‘What was the point?’ Afghans rue decades of war as US quits Bagram – News Vibe24

    'What was the point?' Afghans rue decades of war as US quits Bagram - Times of India
    KABUL: As US troops left their main military base in Afghanistan on Friday, marking a symbolic end to the longest war in U.S. history, locals living in the shadow of the base and nearby Kabul were left devastated. .
    Violence has raged across Afghanistan in the weeks since President Joe Biden announced that troops would be withdrawn unconditionally by 9/11.
    With peace talks in Qatar running and about a quarter of the country’s regions falling to the Taliban in recent weeks, according to a study, many are worried about chaos.
    Malek Mir, an engineer in Bagram who saw the Soviet Army and then the Americans come and go, said he was left with a deep sense of sadness at the futility of a foreign presence.

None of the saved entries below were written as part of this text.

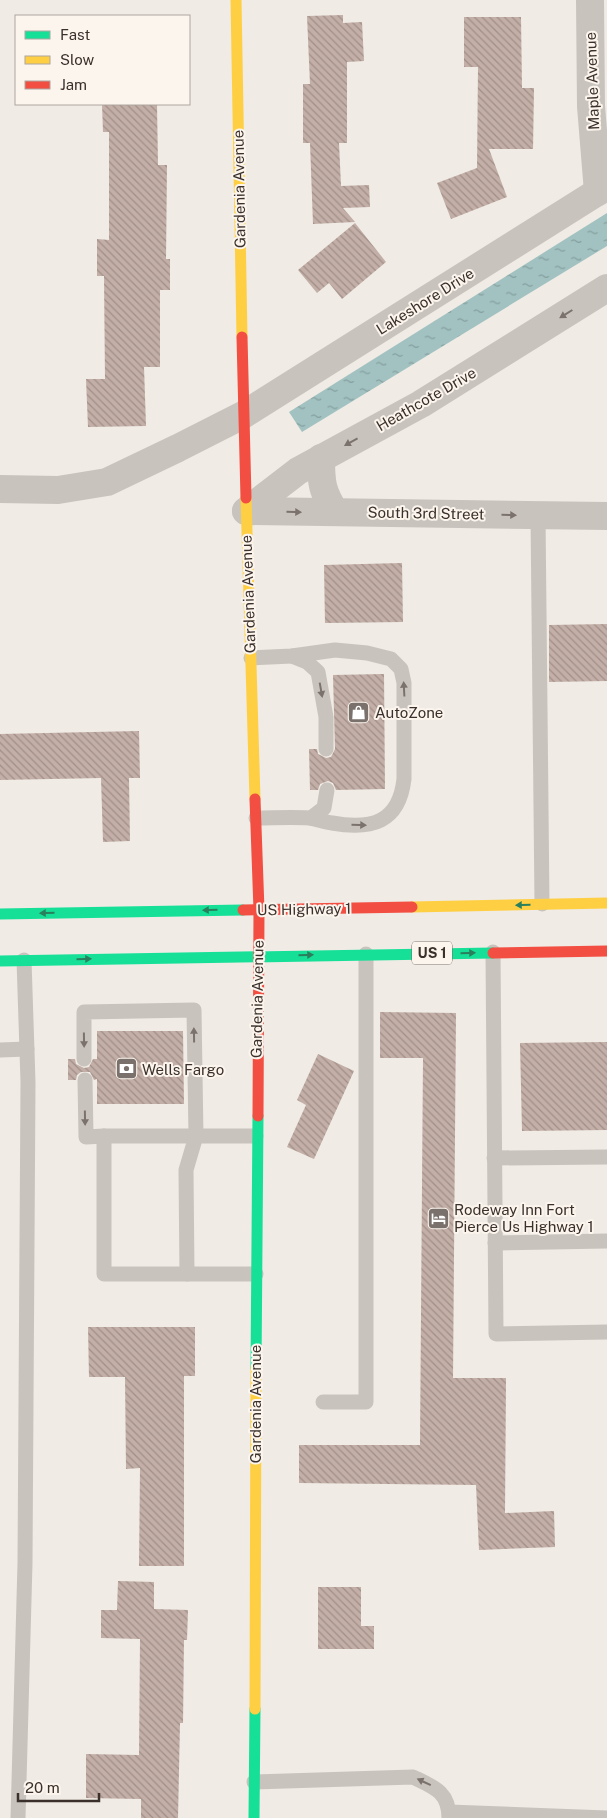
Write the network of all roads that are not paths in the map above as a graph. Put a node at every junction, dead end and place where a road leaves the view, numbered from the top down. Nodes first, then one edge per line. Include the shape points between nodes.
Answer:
1 (236, 0) edge
2 (590, 0) edge
3 (602, 189) edge
4 (607, 288) edge
5 (243, 415) junction
6 (321, 458) junction
7 (0, 489) edge
8 (246, 511) junction
9 (335, 512) junction
10 (538, 515) junction
11 (607, 516) edge
12 (292, 656) junction
13 (250, 658) junction
14 (326, 749) dead end
15 (327, 790) dead end
16 (256, 818) junction
17 (311, 818) junction
18 (607, 903) edge
19 (542, 904) junction
20 (258, 910) junction
21 (0, 914) edge
22 (607, 951) edge
23 (493, 952) junction
24 (366, 954) junction
25 (257, 956) junction
26 (24, 960) junction
27 (0, 961) edge
28 (27, 1049) junction
29 (0, 1050) edge
30 (84, 1059) dead end
31 (85, 1080) dead end
32 (104, 1136) junction
33 (196, 1136) junction
34 (256, 1136) junction
35 (607, 1157) edge
36 (494, 1158) junction
37 (607, 1241) edge
38 (495, 1243) junction
39 (187, 1274) junction
40 (256, 1274) junction
41 (607, 1332) edge
42 (323, 1402) dead end
43 (254, 1782) junction
44 (449, 1815) edge
45 (18, 1818) edge
46 (254, 1818) edge
47 (607, 1818) edge

1 - 5 street, Gardenia Avenue
2 - 3 street, Maple Avenue via 591,106
3 - 5 street, Lakeshore Drive
4 -> 6 street, Heathcote Drive via 421,404
5 - 7 street via 108,482 58,490
5 - 8 street, Gardenia Avenue
6 - 8 street, Heathcote Drive via 298,471
6 - 9 street via 324,494
8 -> 9 street, South 3rd Street
8 - 13 street, Gardenia Avenue
9 -> 10 street, South 3rd Street
10 - 11 street, South 3rd Street
10 - 19 lane
12 - 13 lane
12 -> 14 lane via 307,662 318,672 326,717
17 -> 12 lane via 333,824 368,825 395,809 404,780 404,683 401,669 391,659 367,653 335,650
13 - 16 street, Gardenia Avenue
15 - 17 lane via 324,808
16 - 17 lane
16 - 20 street, Gardenia Avenue
18 - 19 street, US Highway 1
19 -> 20 street, US Highway 1
20 -> 21 street, US Highway 1
20 - 25 street, Gardenia Avenue
22 - 23 street, US 1
24 -> 23 street, US 1
23 - 36 lane
25 -> 24 street, US 1
24 - 42 lane via 366,1402
26 -> 25 street, US 1
25 - 34 street, Gardenia Avenue
26 - 27 street, US 1
26 - 28 lane
28 - 29 lane
28 - 45 lane via 26,1553
33 -> 30 lane via 194,1010 84,1012
31 -> 32 lane via 86,1137
32 - 33 lane
32 - 39 lane via 104,1274
33 - 34 lane
33 - 39 lane via 186,1170
34 - 40 street, Gardenia Avenue
35 - 36 lane
36 - 38 lane
37 - 38 lane
38 - 41 lane via 496,1334
39 - 40 lane
40 - 43 street, Gardenia Avenue
44 -> 43 lane via 449,1804 435,1787 413,1777
43 - 46 street, Gardenia Avenue
44 - 47 lane

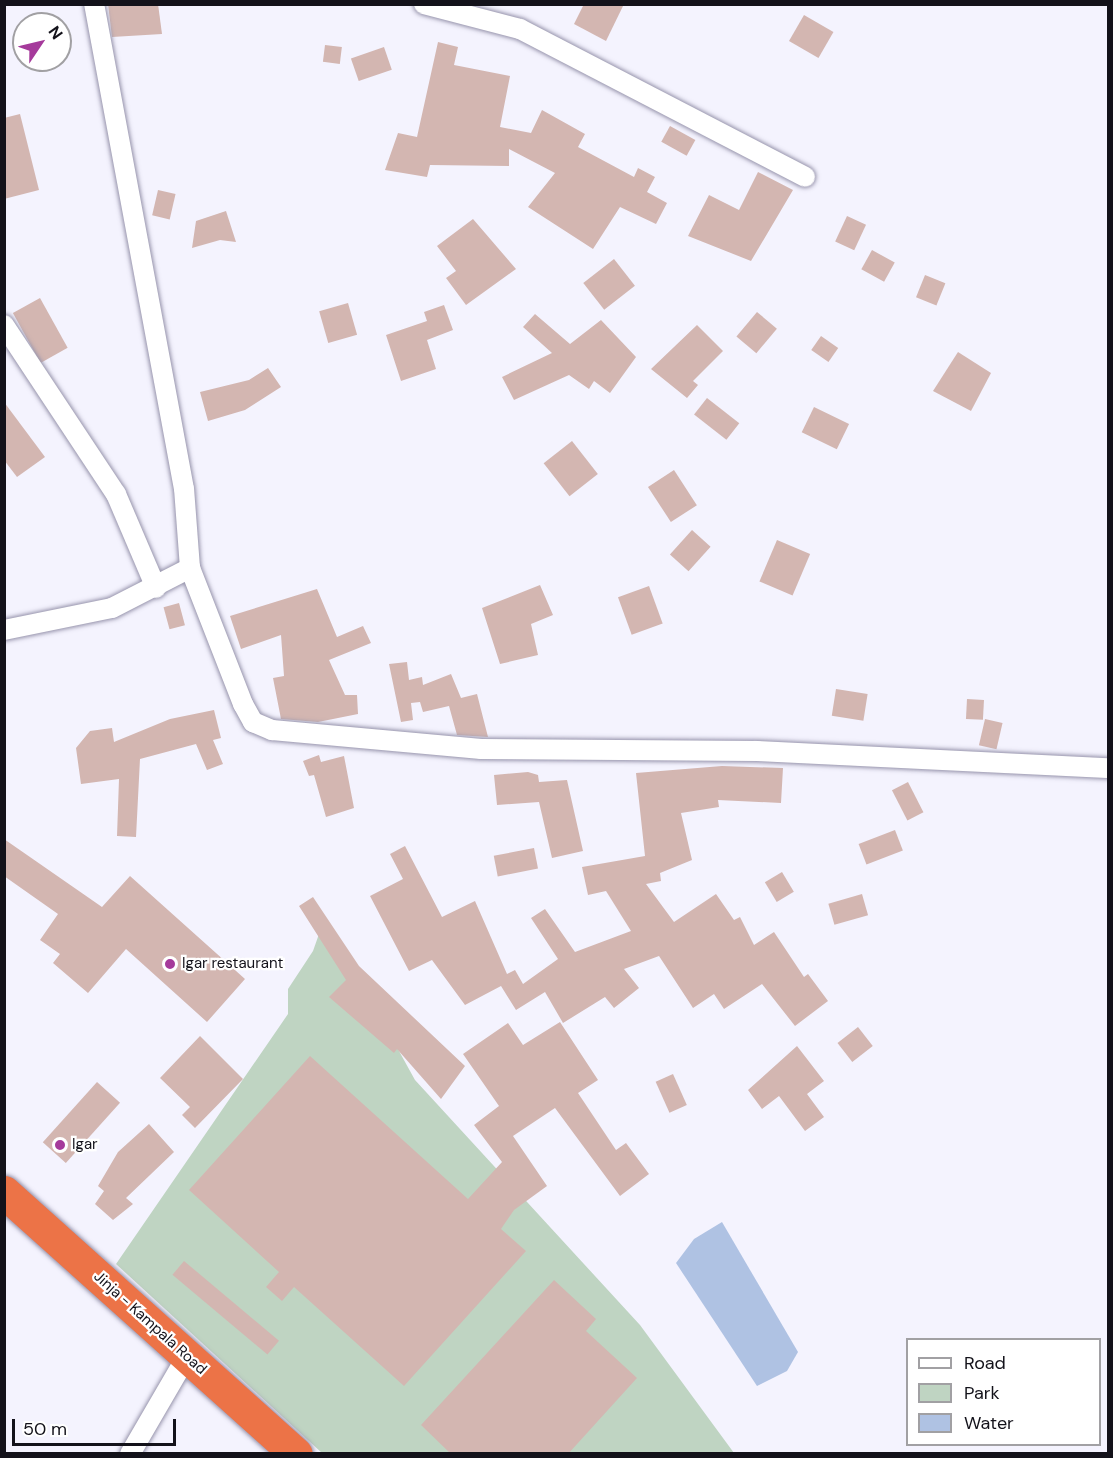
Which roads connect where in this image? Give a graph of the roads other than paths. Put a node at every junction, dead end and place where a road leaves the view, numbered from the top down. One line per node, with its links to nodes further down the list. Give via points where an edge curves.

    “They came bombing the Taliban and got rid of their regime – but now they are gone when the Taliban are so empowered that they will take over soon,” he said.
    “What was the meaning of all the disasters, murders and misery they brought us? I wish they had never come.”
    More than 3,500 foreign troops have been killed in two decades of war, which has killed more than 100,000 civilians since 2009 alone, according to United Nations records.
    Some, however, say the presence of foreign troops has distorted Afghanistan’s economy and that it is time for the country to stand on its own two feet.
    “Americans are leaving a legacy of failure, they have failed to contain the Taliban or corruption,” said Sayed Naqibullah, a store owner in Bagram. “A small percentage of Afghans have become so rich that the vast majority are still living in extreme poverty.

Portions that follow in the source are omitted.